Why New York?
We all recognise from the movies the lovely Lady Liberty, Empire State Building and the frantic feel of Times Square in New York. A big yellow taxi zooms by as you make your way down to the subway. Street music, a trip to Broadway for a show or an open top bus tour around this great city are all the typical attractions for visitors to the city. But what about getting around if you are using a wheelchair?
Booking your trip
You are probably well versed in making travel arrangements to cater for your accessibility challenges but if you are not sure, remember to check that your booking providers are aware of any necessary provisions for you.
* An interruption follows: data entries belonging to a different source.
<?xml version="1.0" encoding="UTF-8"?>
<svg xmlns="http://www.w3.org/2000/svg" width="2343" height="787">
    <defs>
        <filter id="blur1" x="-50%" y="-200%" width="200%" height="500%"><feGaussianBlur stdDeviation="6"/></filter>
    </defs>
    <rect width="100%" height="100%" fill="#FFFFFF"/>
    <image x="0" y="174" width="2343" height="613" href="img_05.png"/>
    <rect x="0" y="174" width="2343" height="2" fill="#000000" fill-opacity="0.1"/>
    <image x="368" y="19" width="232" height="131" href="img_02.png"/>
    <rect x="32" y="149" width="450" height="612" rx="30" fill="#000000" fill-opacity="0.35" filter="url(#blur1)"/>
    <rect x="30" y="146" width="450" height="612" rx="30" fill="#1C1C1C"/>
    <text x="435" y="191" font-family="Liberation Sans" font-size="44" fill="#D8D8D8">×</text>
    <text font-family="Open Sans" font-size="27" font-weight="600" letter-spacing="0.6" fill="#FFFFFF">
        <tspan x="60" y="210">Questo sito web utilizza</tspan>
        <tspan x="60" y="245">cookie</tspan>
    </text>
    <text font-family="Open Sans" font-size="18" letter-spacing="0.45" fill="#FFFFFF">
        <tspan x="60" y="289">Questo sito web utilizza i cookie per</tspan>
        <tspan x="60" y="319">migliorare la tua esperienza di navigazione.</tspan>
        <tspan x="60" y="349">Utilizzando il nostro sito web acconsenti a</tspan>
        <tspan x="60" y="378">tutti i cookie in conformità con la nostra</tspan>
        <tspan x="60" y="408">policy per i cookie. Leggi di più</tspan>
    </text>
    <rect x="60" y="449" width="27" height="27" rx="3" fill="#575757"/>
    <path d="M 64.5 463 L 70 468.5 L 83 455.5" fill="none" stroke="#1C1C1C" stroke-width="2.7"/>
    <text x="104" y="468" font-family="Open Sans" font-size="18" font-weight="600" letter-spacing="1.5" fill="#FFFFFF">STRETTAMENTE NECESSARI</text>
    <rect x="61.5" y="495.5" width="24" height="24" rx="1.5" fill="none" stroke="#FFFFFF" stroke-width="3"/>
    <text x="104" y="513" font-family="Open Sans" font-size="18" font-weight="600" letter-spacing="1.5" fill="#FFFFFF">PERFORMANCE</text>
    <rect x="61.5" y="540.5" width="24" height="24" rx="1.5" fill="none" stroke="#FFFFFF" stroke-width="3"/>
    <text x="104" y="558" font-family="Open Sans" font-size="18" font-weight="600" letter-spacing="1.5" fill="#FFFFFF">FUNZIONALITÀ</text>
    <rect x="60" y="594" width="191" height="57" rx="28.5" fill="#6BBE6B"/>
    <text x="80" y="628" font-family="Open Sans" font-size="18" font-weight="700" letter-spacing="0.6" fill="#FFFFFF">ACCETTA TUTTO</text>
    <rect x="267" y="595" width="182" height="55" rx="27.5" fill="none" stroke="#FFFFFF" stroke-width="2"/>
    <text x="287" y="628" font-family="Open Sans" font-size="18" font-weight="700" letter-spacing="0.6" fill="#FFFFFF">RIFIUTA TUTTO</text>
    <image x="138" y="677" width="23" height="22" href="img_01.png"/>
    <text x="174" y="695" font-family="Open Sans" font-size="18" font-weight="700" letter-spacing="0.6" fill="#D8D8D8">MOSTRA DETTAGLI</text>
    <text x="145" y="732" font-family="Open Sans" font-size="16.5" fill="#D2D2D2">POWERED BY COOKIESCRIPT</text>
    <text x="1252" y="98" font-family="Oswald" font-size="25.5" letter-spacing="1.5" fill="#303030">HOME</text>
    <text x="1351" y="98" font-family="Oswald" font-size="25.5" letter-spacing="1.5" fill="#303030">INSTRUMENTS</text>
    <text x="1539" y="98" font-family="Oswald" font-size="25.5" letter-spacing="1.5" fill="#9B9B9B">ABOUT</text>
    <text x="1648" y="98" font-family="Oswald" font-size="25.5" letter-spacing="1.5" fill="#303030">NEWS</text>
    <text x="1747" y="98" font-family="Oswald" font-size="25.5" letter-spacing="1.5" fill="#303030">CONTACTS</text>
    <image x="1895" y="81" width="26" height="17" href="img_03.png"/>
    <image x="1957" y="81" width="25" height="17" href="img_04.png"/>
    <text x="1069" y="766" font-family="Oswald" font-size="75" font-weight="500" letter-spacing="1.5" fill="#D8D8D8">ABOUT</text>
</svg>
An exciting city by any means, New York is set to delight visitors yet many wheelchair users pass on the opportunity to holiday here. I think the scale and pace of the city rustle and bustle turns people off but fear not, New York is very wheelchair friendly.
The Great Hall on Ellis Island at one time had queues of immigrants from all over the world, speaking in foreign languages as they waited to be processed.
Over 12 million immigrants came to America through this island, once America’s chief gateway in the period of 1892 to 1924. At present, over 100 million American citizens claim their ancestral roots to these immigrants who traversed Ellis Island before scattering throughout America.
Statue of Liberty
The statue was actually gifted by the French to America and is widely known to symbolise freedom and democracy. October 28, 1886 was when the statue was gifted to the country and in 1924, it was named as a National Monument. Since 1933, employees of the NPS have been caring for its copper.
Only in recent years has the Statue of Liberty become wheelchair accessible, after a year of renovations at the site. These renovations included the installation of new staircases and an elevator for wheelchair users wishing to visit the observation points.
Getting around New York by Wheelchair
It is very possible for wheelchair users to get around NYC, as some subway stations have elevators and/or ramps and there are plenty of wheelchair accessible taxis available. You can even pre-plan your subway trips by checking out the accessibility guide on the www.nyc.gov website.
Many wheelchair users would opt to take buses around the city instead as most of them have automated ramps, allowing easily boarding.
As you can see, prior to your trip, New York is a lot more wheelchair friendly than you might think. But once you land in the city, discover how easy it is to get around, whether by taxi, subway or on a bus. Public transport in general is very good and on time. Enjoy everything this great city has to offer.